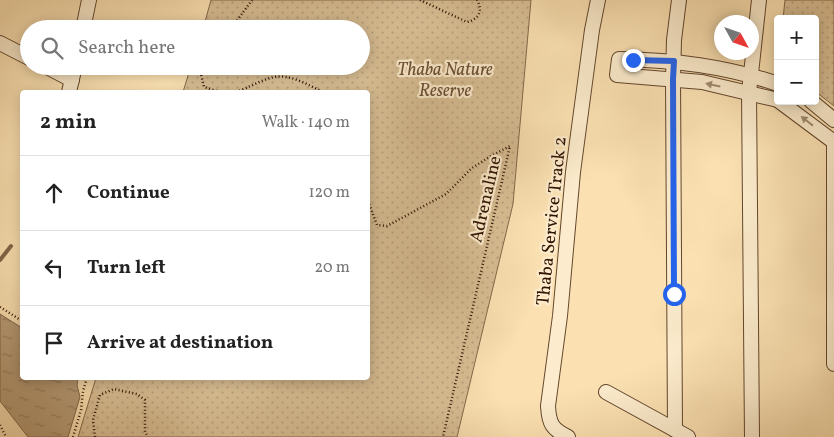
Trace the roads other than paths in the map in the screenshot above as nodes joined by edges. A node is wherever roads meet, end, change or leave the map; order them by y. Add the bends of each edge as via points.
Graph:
1 (89, 0) edge
2 (598, 0) edge
3 (679, 0) edge
4 (759, 0) edge
5 (85, 20) edge
6 (0, 43) edge
7 (20, 53) edge
8 (674, 61) junction
9 (750, 74) junction
10 (56, 75) edge
11 (673, 79) junction
12 (774, 83) edge
13 (70, 86) edge
14 (749, 92) junction
15 (774, 100) edge
16 (783, 105) edge
17 (816, 105) edge
18 (834, 120) edge
19 (834, 142) edge
20 (834, 364) edge
21 (606, 392) dead end
22 (675, 430) junction
23 (568, 437) edge
24 (688, 437) edge
25 (752, 437) edge

1 - 5 street
2 - 23 street, Thaba Service Track 2 via 573,172 548,406 549,419 556,431
3 - 8 street
4 - 9 street
6 - 7 street
8 - 9 street
8 - 11 street
8 - 11 street via 618,59 617,75
9 - 12 street
9 - 14 street
10 - 13 street
14 -> 11 street
11 - 22 street
14 - 15 street
14 - 25 street
19 -> 16 street
17 - 18 street
19 - 20 street
21 - 22 street
22 - 24 street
* * * * * * * * *
Without any pictures, transcribe the listing above exactly as written.

RESPONSE:
Trace the roads other than paths in the map in the screenshot above as nodes joined by edges. A node is wherever roads meet, end, change or leave the map; order them by y. Add the bends of each edge as via points.
Graph:
1 (89, 0) edge
2 (598, 0) edge
3 (679, 0) edge
4 (759, 0) edge
5 (85, 20) edge
6 (0, 43) edge
7 (20, 53) edge
8 (674, 61) junction
9 (750, 74) junction
10 (56, 75) edge
11 (673, 79) junction
12 (774, 83) edge
13 (70, 86) edge
14 (749, 92) junction
15 (774, 100) edge
16 (783, 105) edge
17 (816, 105) edge
18 (834, 120) edge
19 (834, 142) edge
20 (834, 364) edge
21 (606, 392) dead end
22 (675, 430) junction
23 (568, 437) edge
24 (688, 437) edge
25 (752, 437) edge

1 - 5 street
2 - 23 street, Thaba Service Track 2 via 573,172 548,406 549,419 556,431
3 - 8 street
4 - 9 street
6 - 7 street
8 - 9 street
8 - 11 street
8 - 11 street via 618,59 617,75
9 - 12 street
9 - 14 street
10 - 13 street
14 -> 11 street
11 - 22 street
14 - 15 street
14 - 25 street
19 -> 16 street
17 - 18 street
19 - 20 street
21 - 22 street
22 - 24 street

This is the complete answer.